● Problem
Would you please repeat exactly the lines from the one containing "thumb cmc: (428, 433)" to the end of the records, both included, and leave out the rest?

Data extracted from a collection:
__________

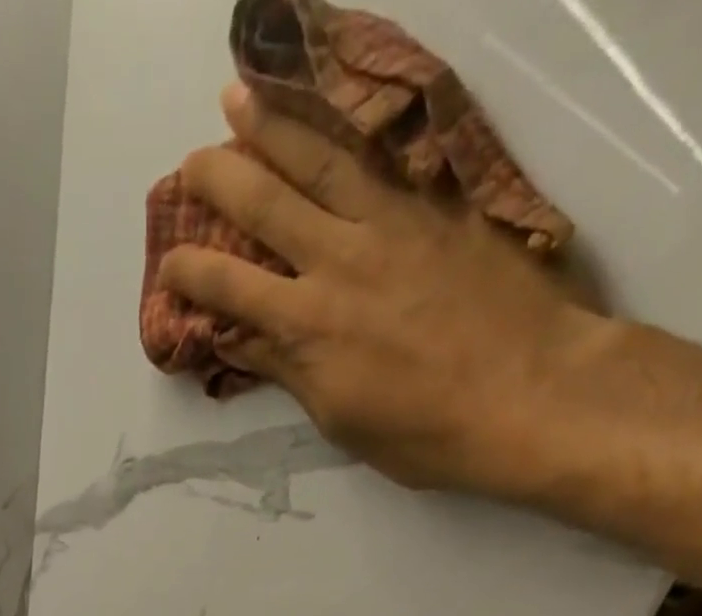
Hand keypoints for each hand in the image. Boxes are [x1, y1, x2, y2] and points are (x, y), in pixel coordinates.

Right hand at [157, 83, 611, 498]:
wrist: (534, 396)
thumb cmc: (428, 433)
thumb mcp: (341, 420)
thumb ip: (290, 371)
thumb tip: (241, 341)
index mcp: (308, 326)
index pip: (227, 287)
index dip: (188, 273)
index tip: (168, 266)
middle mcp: (339, 260)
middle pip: (263, 203)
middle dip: (216, 179)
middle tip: (189, 162)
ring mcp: (394, 223)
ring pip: (320, 159)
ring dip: (273, 125)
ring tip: (238, 97)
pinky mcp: (442, 206)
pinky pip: (386, 153)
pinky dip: (351, 125)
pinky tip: (332, 111)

__________

● Result of this task
thumb cmc: (428, 433)
thumb mcp: (341, 420)
thumb ip: (290, 371)
thumb tip: (241, 341)
index mcp: (308, 326)
index pip: (227, 287)
index dip: (188, 273)
index tip: (168, 266)
middle mcp: (339, 260)
middle pip: (263, 203)
middle dip: (216, 179)
middle tip: (189, 162)
ring mcp: (394, 223)
ring pip: (320, 159)
ring dip: (273, 125)
ring tip: (238, 97)
pinky mcp: (442, 206)
pinky pip: (386, 153)
pinky dip: (351, 125)
pinky tip: (332, 111)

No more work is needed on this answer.